Go through the lines below, tally those that include the word "forall", and give only the tally.

[Items from a dataset]
◇ ◇ ◇ ◇

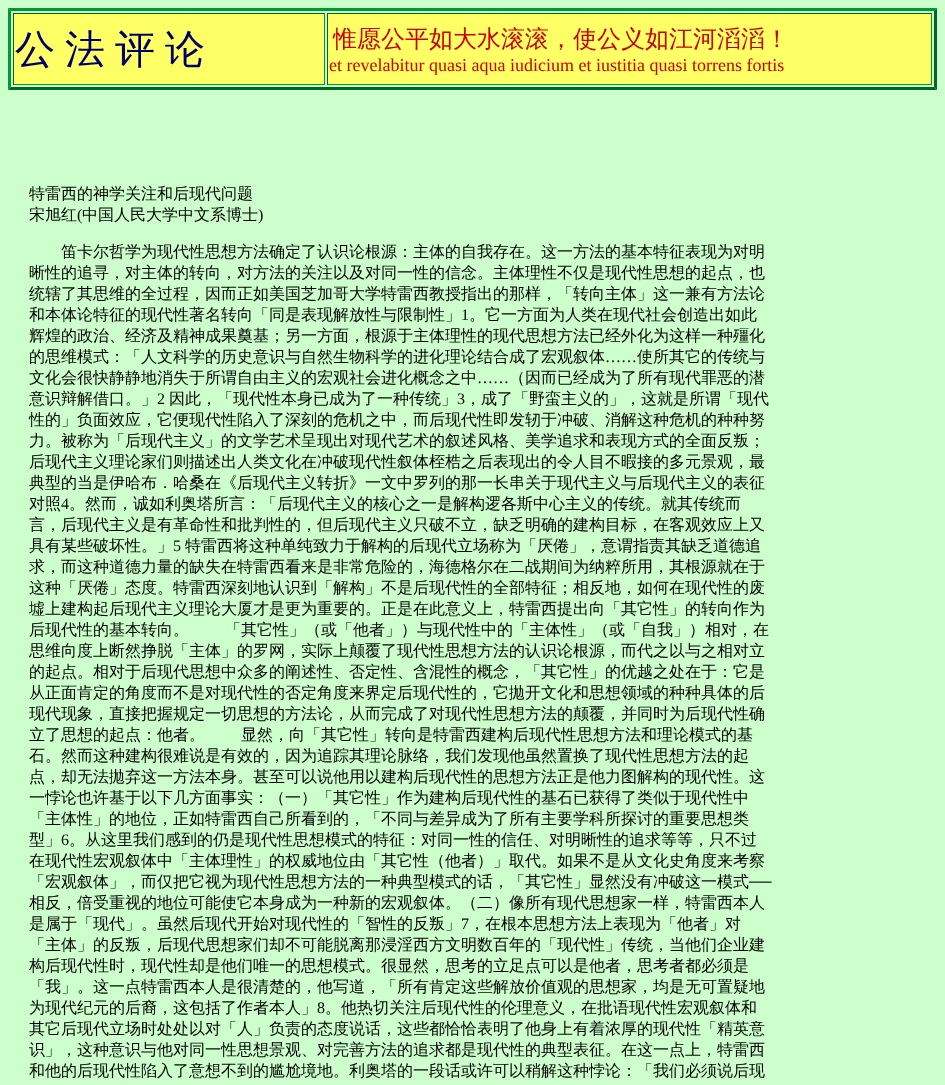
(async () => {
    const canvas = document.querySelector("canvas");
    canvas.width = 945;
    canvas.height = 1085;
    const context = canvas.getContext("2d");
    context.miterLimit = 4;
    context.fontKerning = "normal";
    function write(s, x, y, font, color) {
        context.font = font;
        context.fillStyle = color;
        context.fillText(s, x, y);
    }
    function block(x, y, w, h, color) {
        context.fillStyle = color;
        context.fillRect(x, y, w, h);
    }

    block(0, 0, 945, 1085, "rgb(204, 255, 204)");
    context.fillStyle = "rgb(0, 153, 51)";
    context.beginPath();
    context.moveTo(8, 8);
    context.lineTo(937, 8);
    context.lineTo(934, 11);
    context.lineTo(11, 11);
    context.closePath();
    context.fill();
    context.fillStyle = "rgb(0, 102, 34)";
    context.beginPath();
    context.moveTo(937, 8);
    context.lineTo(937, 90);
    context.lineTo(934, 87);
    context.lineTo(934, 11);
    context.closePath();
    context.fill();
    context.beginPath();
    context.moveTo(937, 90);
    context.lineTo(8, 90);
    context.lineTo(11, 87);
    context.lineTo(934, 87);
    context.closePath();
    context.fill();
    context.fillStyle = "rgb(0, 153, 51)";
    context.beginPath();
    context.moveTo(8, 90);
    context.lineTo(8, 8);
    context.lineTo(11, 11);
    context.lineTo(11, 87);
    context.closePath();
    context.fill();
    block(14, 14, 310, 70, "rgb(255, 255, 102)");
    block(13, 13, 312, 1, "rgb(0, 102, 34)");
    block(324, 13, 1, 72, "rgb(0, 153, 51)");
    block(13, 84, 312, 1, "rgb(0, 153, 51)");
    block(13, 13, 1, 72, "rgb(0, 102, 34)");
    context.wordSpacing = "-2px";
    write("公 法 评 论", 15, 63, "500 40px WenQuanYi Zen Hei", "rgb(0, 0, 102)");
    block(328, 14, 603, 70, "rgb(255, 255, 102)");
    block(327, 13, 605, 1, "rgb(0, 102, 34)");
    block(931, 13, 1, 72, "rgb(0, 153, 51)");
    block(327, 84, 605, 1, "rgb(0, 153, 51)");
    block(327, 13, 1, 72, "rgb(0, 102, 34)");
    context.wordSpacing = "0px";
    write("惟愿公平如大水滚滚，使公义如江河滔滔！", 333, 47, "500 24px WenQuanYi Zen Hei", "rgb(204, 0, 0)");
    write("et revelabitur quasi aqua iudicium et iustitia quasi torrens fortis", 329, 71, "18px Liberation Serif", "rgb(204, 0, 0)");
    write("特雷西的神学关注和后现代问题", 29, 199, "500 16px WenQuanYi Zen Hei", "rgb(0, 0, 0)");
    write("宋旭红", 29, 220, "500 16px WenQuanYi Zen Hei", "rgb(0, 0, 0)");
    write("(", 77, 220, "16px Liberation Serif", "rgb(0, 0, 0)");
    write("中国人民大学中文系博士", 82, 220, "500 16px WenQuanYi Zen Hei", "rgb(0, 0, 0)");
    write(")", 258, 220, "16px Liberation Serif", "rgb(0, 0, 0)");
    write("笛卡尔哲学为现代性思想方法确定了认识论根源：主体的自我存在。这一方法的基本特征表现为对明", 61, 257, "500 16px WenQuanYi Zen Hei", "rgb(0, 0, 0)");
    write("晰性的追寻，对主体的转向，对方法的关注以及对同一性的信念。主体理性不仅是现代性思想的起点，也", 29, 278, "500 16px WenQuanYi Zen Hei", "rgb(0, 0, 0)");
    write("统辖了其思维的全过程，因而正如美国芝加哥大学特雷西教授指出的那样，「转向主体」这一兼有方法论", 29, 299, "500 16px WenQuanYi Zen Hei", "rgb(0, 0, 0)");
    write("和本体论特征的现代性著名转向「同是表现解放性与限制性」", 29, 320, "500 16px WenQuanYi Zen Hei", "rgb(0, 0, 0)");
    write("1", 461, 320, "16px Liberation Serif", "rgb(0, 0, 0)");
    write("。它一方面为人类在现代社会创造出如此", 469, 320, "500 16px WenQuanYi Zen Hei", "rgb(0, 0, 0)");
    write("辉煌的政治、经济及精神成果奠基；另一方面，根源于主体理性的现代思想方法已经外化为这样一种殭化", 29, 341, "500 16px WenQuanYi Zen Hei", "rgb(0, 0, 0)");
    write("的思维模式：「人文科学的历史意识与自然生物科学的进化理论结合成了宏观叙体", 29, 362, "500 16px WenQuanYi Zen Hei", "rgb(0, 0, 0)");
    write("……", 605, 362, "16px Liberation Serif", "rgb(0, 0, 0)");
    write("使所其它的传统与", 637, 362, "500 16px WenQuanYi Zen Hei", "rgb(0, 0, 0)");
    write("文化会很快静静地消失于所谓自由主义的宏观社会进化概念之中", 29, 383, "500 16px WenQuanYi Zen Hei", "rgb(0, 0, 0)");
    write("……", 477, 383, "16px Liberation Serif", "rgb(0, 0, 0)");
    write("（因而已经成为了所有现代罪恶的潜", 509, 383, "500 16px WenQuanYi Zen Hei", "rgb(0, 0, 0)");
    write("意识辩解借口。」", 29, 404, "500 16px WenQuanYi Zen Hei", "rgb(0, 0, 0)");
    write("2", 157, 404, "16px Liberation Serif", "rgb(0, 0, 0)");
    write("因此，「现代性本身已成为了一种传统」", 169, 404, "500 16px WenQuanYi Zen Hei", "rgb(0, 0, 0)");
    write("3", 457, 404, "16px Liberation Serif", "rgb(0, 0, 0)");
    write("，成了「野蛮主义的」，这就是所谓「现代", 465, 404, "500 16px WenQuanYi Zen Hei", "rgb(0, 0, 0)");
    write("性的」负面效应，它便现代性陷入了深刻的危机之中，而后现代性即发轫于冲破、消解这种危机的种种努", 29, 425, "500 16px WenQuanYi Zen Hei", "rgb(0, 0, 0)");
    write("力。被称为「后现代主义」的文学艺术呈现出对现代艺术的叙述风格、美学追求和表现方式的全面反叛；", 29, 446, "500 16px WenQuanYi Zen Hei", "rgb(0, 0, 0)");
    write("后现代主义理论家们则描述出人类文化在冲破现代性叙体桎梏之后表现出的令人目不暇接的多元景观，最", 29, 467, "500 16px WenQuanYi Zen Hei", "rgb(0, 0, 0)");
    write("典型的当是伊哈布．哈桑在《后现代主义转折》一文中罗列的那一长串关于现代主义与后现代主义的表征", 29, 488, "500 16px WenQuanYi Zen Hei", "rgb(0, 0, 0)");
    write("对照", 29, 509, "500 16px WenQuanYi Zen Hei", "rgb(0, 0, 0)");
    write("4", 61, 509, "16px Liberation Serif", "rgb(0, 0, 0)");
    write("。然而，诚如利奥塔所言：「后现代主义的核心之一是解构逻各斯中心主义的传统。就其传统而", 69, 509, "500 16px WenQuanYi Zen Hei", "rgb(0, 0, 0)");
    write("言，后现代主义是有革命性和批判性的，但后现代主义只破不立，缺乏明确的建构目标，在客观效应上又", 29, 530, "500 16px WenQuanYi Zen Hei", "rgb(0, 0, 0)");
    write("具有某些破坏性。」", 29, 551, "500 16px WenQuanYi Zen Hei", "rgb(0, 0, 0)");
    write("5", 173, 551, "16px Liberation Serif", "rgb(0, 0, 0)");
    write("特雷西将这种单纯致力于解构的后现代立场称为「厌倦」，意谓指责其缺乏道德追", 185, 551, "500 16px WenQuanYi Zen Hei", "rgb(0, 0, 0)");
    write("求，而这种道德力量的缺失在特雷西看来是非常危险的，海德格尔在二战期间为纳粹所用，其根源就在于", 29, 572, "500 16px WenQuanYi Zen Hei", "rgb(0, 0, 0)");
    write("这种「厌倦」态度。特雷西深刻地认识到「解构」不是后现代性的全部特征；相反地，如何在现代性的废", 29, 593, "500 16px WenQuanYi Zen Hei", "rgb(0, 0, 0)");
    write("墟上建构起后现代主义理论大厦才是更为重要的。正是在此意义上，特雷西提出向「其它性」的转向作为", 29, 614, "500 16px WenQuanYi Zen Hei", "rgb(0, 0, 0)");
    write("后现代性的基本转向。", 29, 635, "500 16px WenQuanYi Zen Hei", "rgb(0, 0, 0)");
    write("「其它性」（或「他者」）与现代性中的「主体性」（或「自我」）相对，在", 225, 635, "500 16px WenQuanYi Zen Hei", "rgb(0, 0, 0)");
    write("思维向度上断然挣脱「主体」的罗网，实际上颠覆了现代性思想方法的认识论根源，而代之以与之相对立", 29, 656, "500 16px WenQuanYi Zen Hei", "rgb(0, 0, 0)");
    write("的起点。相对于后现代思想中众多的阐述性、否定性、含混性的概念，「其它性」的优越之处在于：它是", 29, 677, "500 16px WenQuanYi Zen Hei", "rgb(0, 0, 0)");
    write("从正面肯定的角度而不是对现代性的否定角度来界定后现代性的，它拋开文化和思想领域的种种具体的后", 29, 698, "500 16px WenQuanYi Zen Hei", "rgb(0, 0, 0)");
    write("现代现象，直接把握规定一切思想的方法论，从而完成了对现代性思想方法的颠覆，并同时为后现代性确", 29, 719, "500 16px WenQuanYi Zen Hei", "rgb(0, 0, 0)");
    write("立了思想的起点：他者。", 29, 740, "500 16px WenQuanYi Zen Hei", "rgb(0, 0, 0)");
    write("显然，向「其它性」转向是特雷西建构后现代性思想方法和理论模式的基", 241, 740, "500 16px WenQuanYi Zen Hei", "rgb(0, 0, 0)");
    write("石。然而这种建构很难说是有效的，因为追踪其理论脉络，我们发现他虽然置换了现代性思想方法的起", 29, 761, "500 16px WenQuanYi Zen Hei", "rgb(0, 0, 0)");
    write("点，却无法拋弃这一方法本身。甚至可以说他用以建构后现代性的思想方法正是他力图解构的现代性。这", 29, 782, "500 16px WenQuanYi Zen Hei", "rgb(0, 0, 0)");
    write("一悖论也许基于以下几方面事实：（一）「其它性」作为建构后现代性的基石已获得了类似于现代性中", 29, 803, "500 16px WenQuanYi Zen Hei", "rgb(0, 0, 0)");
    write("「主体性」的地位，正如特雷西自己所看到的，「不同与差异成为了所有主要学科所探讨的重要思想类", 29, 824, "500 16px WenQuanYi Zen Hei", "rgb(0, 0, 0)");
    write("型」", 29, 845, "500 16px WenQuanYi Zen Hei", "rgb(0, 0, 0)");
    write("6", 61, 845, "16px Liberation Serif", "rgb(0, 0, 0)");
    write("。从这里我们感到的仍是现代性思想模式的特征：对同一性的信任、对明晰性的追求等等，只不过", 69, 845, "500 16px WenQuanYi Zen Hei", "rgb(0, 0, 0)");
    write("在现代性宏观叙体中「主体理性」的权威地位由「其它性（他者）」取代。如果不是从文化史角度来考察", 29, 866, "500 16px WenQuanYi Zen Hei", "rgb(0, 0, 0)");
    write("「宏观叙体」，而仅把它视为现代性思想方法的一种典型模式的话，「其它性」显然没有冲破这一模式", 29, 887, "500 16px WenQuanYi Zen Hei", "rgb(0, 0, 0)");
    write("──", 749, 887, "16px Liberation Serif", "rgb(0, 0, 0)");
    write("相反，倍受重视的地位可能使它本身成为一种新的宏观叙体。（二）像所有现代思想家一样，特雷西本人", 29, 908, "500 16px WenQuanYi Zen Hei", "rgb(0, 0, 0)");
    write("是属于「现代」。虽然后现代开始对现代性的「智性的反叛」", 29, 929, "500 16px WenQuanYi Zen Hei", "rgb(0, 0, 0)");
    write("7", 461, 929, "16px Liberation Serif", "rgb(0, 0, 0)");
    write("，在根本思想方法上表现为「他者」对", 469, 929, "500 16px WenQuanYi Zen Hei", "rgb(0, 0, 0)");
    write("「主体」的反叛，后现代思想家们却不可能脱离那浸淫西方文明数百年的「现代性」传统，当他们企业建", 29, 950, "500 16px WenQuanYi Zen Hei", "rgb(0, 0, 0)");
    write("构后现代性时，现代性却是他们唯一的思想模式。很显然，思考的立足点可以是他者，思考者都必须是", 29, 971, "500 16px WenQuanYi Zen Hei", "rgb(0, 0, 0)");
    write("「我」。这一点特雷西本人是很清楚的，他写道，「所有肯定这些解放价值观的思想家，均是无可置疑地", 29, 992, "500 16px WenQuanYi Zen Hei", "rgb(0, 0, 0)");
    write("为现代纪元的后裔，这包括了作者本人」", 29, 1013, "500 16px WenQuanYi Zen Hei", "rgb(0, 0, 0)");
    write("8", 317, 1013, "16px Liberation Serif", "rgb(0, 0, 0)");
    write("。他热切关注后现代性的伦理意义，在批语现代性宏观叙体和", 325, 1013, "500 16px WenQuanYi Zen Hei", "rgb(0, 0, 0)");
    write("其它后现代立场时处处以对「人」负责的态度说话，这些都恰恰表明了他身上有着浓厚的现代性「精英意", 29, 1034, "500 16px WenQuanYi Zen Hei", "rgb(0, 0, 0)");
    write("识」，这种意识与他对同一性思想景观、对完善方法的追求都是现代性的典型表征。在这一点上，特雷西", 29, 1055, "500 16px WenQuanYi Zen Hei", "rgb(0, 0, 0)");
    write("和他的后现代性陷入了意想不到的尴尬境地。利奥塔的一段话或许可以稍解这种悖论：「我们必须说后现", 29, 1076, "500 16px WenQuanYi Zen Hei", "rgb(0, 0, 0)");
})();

◇ ◇ ◇ ◇

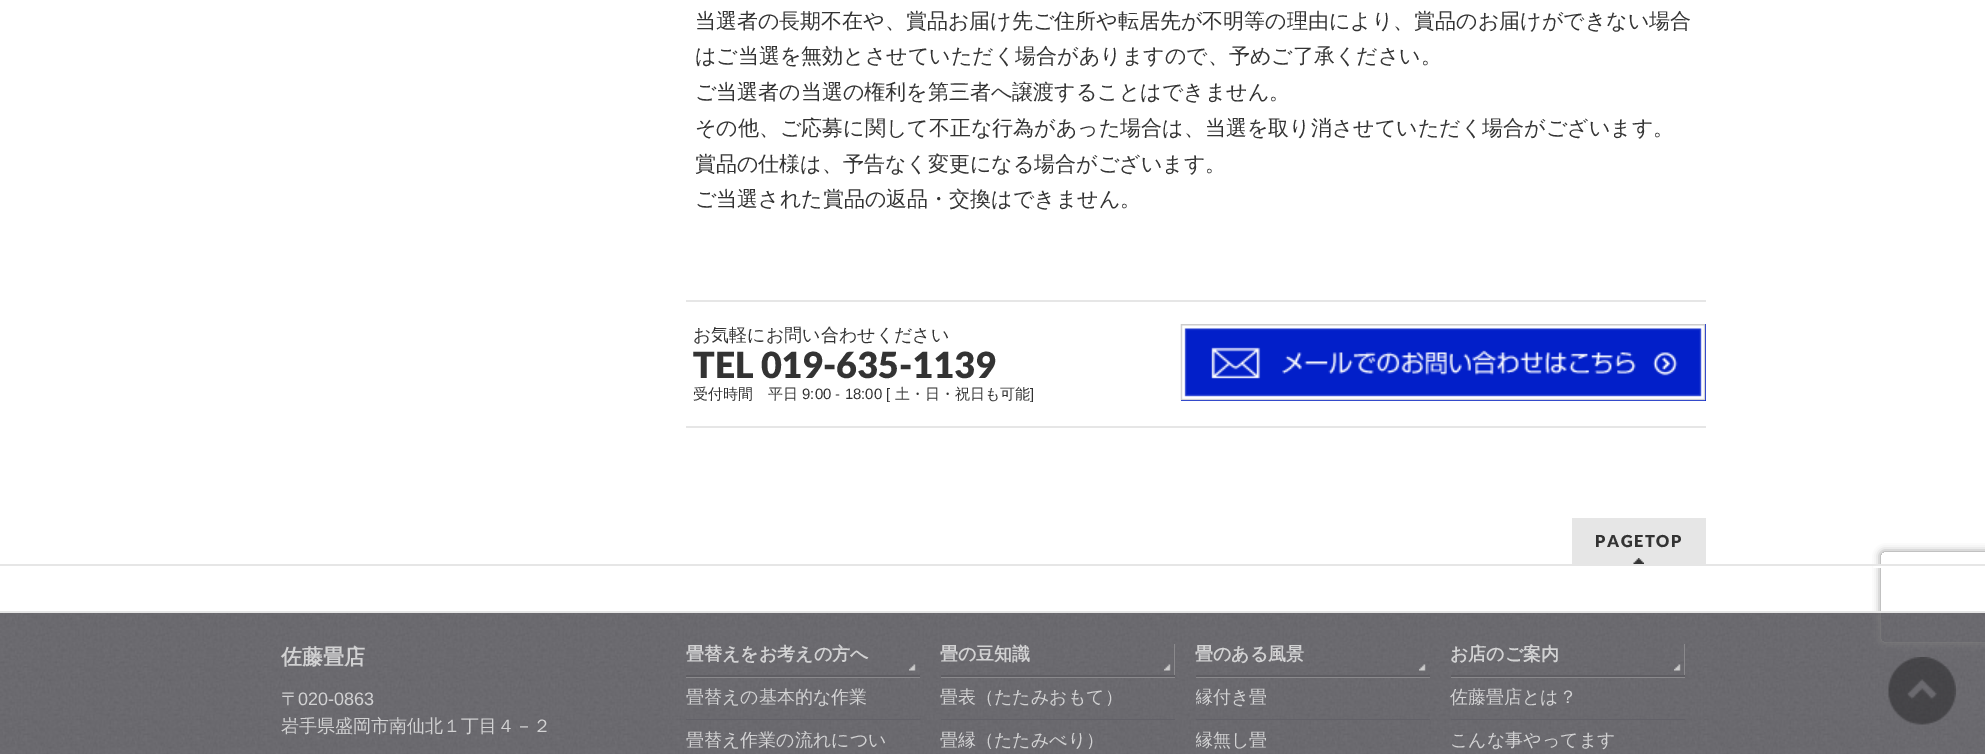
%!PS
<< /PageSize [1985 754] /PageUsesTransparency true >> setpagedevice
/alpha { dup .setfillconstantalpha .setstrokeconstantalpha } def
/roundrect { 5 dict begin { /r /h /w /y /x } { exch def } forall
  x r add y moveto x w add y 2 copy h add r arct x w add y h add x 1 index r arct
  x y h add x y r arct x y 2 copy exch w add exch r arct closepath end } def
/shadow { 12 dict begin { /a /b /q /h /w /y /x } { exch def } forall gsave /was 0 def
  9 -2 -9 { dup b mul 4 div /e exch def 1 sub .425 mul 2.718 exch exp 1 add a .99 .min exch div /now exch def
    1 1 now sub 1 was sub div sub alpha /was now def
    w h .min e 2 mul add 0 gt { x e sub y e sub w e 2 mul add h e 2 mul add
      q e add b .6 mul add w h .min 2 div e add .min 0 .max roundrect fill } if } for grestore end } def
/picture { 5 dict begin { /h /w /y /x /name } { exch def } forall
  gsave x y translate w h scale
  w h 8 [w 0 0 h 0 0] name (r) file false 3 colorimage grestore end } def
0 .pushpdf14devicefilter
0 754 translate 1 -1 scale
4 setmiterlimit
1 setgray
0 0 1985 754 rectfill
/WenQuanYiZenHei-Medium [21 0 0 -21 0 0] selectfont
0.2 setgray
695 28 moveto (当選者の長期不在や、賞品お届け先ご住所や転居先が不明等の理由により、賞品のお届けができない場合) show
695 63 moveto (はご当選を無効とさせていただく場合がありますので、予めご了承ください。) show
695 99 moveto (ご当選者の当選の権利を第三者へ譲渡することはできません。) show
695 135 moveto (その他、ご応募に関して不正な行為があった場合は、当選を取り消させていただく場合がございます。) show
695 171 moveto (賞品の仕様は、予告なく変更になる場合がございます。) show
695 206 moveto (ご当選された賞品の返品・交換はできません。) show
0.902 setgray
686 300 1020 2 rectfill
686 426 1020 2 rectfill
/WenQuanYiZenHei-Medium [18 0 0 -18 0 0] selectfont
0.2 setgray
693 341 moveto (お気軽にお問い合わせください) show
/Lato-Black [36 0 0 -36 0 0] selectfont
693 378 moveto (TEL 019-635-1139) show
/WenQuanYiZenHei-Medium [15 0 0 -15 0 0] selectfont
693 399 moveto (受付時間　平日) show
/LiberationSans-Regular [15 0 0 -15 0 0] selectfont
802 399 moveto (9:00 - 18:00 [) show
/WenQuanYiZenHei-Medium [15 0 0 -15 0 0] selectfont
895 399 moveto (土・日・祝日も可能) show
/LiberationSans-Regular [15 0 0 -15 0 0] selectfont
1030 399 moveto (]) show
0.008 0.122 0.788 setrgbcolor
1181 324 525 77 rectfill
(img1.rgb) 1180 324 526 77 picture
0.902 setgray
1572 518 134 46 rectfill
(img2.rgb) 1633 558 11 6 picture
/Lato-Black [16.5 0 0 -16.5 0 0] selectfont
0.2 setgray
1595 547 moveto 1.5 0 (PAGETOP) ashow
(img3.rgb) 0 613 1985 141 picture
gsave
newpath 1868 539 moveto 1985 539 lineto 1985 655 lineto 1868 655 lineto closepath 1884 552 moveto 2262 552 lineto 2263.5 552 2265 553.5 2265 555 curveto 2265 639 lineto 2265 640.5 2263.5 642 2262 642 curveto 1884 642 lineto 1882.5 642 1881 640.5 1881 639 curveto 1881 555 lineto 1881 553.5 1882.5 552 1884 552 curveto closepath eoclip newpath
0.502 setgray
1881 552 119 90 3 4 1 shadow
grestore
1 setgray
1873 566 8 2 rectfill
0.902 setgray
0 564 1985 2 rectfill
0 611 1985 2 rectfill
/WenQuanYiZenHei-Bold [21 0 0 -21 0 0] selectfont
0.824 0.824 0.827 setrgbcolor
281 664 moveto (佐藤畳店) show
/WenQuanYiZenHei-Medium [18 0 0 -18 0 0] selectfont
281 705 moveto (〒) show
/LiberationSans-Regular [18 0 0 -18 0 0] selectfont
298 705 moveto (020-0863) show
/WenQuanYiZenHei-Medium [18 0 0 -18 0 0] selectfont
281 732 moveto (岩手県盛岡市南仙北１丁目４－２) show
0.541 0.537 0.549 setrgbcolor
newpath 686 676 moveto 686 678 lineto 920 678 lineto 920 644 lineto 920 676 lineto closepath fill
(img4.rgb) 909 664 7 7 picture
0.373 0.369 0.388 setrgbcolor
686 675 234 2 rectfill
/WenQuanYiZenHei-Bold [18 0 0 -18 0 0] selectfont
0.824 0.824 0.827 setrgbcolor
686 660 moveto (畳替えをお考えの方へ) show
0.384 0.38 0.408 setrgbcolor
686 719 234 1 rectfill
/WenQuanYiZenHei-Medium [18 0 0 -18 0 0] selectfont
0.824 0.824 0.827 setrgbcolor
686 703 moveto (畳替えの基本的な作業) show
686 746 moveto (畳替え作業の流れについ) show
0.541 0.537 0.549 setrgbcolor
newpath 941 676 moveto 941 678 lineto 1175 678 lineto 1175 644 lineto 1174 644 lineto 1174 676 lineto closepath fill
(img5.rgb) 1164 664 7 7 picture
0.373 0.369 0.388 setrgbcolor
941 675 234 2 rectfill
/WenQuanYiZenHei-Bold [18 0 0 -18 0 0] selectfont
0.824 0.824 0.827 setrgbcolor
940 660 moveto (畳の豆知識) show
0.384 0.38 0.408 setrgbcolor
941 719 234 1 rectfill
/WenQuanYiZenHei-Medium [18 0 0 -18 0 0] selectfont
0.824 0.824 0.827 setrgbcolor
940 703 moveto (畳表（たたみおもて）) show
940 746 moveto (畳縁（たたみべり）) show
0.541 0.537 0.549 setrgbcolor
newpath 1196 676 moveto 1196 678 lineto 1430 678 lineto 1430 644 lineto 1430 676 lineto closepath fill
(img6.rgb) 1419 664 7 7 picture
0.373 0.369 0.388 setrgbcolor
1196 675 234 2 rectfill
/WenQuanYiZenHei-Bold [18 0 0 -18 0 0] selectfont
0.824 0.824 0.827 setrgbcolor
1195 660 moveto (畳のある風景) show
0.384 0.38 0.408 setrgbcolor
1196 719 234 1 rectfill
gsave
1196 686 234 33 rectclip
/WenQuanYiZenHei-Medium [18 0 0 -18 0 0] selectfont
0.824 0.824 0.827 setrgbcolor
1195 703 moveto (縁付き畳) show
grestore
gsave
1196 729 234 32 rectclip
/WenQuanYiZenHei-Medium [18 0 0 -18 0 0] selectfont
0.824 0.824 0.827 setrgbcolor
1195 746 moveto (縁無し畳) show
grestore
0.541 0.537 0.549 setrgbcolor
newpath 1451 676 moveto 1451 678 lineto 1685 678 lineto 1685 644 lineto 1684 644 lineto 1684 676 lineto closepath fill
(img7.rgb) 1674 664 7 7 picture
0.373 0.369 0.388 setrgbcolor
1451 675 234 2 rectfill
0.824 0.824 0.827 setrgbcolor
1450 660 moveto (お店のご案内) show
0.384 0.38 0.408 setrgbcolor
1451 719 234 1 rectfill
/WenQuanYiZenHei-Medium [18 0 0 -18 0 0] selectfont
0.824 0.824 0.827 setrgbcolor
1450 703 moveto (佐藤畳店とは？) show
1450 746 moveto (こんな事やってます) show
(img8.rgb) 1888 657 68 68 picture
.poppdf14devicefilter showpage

◇ ◇ ◇ ◇

TASK ANSWER
3